HOW MANY DOGS DOES IT TAKE TO CHANGE A LIGHT BULB?

Golden Retriever: The sun is shining, the day is young, we've got our whole lives ahead of us, & you're inside worrying about a stupid burned out bulb?

Border Collie: Just one. And then I'll replace any wiring that's not up to code.

Dachshund: You know I can't reach that stupid lamp!

Rottweiler: Make me.

Lab: Oh, me, me!!! Pleeeze let me change the light bulb! Can I? Can I? Huh? Huh? Huh? Can I?

Newfoundland: Let the Border Collie do it. You can feed me while he's busy.

Jack Russell Terrier: I'll just pop it in while I'm bouncing off the walls and furniture.

Poodle: I'll just blow in the Border Collie's ear and he'll do it. By the time he finishes rewiring the house, my nails will be dry.

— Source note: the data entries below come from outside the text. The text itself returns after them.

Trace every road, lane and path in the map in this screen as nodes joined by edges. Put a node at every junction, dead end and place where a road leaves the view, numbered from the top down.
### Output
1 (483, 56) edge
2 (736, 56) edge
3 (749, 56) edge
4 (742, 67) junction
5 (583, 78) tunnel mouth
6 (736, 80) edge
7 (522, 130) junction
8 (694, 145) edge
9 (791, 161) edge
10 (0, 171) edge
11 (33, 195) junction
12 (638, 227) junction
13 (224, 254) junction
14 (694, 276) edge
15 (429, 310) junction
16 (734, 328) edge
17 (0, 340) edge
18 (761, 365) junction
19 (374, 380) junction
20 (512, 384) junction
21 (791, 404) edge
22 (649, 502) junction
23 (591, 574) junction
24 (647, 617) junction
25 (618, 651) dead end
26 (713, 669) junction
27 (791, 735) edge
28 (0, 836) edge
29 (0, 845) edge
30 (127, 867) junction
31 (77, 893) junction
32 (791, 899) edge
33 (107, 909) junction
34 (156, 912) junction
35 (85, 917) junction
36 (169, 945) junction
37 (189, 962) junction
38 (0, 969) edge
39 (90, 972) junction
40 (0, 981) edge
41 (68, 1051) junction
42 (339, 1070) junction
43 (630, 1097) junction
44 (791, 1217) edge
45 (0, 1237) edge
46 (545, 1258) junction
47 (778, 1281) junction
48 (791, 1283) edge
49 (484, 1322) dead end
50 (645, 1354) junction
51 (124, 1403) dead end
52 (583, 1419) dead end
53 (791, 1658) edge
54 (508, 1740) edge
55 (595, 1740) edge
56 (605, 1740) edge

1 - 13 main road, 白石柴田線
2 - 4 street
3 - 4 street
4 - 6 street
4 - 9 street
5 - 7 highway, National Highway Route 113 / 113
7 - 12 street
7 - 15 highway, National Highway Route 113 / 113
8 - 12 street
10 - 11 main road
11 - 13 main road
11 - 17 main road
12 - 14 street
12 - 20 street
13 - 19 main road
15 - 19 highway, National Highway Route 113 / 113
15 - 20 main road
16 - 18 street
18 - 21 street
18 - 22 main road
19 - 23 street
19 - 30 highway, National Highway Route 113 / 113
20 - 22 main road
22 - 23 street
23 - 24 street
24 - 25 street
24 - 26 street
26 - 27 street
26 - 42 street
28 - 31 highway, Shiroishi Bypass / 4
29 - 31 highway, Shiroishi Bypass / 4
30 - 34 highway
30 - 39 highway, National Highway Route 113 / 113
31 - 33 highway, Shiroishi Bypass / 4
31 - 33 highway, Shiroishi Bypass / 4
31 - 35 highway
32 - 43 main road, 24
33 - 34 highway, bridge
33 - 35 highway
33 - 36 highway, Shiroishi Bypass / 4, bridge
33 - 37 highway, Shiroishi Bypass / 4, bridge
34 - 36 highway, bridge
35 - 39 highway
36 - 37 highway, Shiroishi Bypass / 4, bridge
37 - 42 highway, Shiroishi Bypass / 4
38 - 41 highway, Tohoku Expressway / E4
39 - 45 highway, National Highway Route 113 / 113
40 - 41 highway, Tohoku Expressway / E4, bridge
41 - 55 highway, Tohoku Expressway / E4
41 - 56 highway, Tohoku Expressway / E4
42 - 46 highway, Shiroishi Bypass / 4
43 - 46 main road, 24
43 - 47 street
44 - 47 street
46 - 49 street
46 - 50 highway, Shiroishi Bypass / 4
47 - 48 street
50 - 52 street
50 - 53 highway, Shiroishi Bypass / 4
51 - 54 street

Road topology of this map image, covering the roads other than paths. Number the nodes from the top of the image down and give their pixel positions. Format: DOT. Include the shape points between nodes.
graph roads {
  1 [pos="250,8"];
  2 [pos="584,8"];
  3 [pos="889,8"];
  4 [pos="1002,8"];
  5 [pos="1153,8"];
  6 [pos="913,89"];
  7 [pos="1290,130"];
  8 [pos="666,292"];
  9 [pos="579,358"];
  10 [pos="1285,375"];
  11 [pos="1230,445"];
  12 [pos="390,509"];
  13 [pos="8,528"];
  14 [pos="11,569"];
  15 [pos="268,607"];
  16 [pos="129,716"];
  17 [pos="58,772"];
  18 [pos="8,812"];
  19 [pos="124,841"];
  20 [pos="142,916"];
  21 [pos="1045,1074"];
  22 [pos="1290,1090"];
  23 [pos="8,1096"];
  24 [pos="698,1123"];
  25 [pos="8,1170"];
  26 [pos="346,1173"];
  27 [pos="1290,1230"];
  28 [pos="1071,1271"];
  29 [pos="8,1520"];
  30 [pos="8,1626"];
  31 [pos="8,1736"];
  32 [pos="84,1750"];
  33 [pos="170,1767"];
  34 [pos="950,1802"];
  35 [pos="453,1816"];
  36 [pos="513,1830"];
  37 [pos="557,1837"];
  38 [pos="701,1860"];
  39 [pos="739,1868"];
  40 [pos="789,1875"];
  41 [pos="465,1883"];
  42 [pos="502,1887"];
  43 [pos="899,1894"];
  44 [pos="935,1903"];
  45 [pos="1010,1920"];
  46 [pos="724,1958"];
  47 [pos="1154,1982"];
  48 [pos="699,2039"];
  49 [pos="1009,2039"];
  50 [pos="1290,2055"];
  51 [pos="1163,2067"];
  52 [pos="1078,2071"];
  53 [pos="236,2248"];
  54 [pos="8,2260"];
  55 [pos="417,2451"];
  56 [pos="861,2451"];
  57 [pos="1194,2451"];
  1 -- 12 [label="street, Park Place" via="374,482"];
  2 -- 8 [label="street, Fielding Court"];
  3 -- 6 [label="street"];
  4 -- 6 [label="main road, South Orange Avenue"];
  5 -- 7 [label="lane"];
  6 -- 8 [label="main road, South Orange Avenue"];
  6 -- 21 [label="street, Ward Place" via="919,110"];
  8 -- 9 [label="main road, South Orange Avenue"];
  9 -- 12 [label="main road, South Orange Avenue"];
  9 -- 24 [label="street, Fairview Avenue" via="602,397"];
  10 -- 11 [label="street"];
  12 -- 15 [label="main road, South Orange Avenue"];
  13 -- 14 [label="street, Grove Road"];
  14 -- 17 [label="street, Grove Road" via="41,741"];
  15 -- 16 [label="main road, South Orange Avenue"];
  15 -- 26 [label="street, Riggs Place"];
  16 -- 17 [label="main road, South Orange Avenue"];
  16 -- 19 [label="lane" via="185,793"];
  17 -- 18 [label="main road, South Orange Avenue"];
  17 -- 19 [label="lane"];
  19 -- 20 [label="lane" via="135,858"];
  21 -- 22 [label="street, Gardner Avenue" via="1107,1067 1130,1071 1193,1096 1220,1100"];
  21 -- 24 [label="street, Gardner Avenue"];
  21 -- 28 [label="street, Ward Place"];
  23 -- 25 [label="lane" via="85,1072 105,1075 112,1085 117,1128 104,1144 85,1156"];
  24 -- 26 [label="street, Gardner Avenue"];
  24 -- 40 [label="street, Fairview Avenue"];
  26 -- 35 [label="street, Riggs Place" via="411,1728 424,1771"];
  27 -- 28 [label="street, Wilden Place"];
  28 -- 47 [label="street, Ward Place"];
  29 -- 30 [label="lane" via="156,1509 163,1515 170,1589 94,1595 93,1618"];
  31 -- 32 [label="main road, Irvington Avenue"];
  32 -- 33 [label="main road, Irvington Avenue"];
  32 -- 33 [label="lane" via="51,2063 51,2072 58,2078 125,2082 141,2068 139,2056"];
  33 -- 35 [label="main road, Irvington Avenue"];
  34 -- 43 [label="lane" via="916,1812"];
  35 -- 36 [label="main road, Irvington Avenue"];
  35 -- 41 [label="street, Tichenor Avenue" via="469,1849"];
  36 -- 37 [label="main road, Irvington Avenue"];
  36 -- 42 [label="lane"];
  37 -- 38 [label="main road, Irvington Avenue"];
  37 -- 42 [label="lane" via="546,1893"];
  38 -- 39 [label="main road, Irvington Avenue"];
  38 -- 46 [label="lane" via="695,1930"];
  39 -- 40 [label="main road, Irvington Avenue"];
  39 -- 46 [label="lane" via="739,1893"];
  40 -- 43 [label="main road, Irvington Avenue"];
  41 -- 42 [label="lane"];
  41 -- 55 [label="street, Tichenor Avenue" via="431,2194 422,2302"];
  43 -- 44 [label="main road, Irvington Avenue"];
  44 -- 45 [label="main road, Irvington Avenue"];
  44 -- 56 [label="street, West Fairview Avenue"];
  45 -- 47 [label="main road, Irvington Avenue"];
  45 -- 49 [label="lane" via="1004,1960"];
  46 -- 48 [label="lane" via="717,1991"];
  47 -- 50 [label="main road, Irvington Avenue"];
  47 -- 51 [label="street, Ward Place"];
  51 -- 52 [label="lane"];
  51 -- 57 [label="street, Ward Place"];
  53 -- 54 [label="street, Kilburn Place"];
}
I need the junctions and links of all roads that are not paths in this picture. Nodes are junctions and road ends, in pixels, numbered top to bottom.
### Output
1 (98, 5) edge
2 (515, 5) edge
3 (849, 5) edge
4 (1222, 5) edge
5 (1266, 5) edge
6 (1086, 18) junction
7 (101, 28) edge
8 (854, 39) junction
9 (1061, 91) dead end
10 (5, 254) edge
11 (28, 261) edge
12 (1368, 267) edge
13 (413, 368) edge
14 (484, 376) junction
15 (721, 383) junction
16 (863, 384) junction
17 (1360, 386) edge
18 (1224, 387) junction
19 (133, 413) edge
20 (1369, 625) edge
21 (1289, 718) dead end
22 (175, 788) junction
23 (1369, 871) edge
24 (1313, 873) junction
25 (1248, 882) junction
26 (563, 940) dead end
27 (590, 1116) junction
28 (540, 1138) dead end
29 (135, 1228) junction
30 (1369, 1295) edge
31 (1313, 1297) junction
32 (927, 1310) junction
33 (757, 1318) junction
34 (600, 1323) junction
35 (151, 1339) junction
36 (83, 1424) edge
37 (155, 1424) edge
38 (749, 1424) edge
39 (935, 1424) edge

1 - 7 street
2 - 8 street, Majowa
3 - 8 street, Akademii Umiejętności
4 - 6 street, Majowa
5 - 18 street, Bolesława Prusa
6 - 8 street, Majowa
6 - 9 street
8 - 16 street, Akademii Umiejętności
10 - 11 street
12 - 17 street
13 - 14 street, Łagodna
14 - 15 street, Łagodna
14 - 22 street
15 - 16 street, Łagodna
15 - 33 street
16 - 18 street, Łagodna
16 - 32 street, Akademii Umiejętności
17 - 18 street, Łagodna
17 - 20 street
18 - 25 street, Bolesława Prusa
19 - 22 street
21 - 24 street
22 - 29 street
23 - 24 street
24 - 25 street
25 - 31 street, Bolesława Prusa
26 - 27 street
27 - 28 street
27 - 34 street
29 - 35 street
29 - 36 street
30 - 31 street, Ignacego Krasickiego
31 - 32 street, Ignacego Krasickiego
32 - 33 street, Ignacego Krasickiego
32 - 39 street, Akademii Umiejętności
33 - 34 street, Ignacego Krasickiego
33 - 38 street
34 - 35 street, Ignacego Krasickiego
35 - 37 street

Cocker Spanial: Why change it? I can still pee on the carpet in the dark.

Doberman Pinscher: While it's dark, I'm going to sleep on the couch.

Irish Setter: Huh?

Boxer: Who cares? I can still play with my squeaky toys in the dark..........

Mastiff: Mastiffs are NOT afraid of the dark.

Chihuahua: Yo quiero Taco Bulb.

Irish Wolfhound: Can somebody else do it? I've got this hangover...........

Pointer: I see it, there it is, there it is, right there........

Greyhound: It isn't moving. Who cares?

Australian Shepherd: First, I'll put all the light bulbs in a circle.....

Old English Sheep Dog: Light bulb? I'm sorry, but I don't see a light bulb?

Hound Dog: ZZZZZZZZZZZZZzzzzzzzzzzz

Cat: Dogs do not change light bulbs. People change light bulbs. So the question is: how long will it be before I can expect light???

SORRY IF THIS LEAVES YOUR FAVORITE BREED OUT!